====== Excerpted records ======

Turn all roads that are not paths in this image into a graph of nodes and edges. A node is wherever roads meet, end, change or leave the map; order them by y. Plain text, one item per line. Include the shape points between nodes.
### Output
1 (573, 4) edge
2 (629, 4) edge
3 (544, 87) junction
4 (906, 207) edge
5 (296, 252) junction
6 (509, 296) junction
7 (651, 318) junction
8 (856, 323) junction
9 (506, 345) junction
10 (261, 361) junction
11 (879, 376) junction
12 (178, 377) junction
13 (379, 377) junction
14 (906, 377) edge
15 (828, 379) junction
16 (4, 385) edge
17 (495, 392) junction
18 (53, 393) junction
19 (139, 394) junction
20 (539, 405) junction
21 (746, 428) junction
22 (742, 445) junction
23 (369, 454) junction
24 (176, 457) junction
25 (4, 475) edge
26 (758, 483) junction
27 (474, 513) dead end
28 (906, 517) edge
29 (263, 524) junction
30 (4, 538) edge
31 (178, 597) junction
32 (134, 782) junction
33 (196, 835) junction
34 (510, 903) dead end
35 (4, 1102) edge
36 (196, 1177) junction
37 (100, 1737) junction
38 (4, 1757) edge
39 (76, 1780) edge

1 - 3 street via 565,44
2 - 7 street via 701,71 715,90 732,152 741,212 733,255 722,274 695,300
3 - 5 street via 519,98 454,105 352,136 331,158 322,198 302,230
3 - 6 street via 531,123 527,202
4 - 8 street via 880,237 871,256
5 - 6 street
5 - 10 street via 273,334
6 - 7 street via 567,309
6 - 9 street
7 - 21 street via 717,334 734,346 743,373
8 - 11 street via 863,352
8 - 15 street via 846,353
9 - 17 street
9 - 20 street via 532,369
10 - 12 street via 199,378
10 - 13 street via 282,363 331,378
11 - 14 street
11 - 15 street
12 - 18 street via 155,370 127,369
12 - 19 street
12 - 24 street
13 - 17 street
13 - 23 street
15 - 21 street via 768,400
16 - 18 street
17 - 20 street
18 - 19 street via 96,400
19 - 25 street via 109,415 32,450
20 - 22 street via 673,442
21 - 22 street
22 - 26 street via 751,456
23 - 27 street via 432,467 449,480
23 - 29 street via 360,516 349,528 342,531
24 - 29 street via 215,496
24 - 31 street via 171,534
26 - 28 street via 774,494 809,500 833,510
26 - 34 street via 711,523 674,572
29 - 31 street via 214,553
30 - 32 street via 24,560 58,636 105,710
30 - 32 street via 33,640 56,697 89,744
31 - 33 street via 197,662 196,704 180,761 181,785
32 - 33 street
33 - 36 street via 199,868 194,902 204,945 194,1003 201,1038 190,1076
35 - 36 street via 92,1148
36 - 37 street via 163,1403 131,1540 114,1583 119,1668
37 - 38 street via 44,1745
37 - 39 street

======

● Problem statement:
In the entries above, identify each line that includes the string "dead", then copy it.

● Expected answer:
27 (474, 513) dead end
34 (510, 903) dead end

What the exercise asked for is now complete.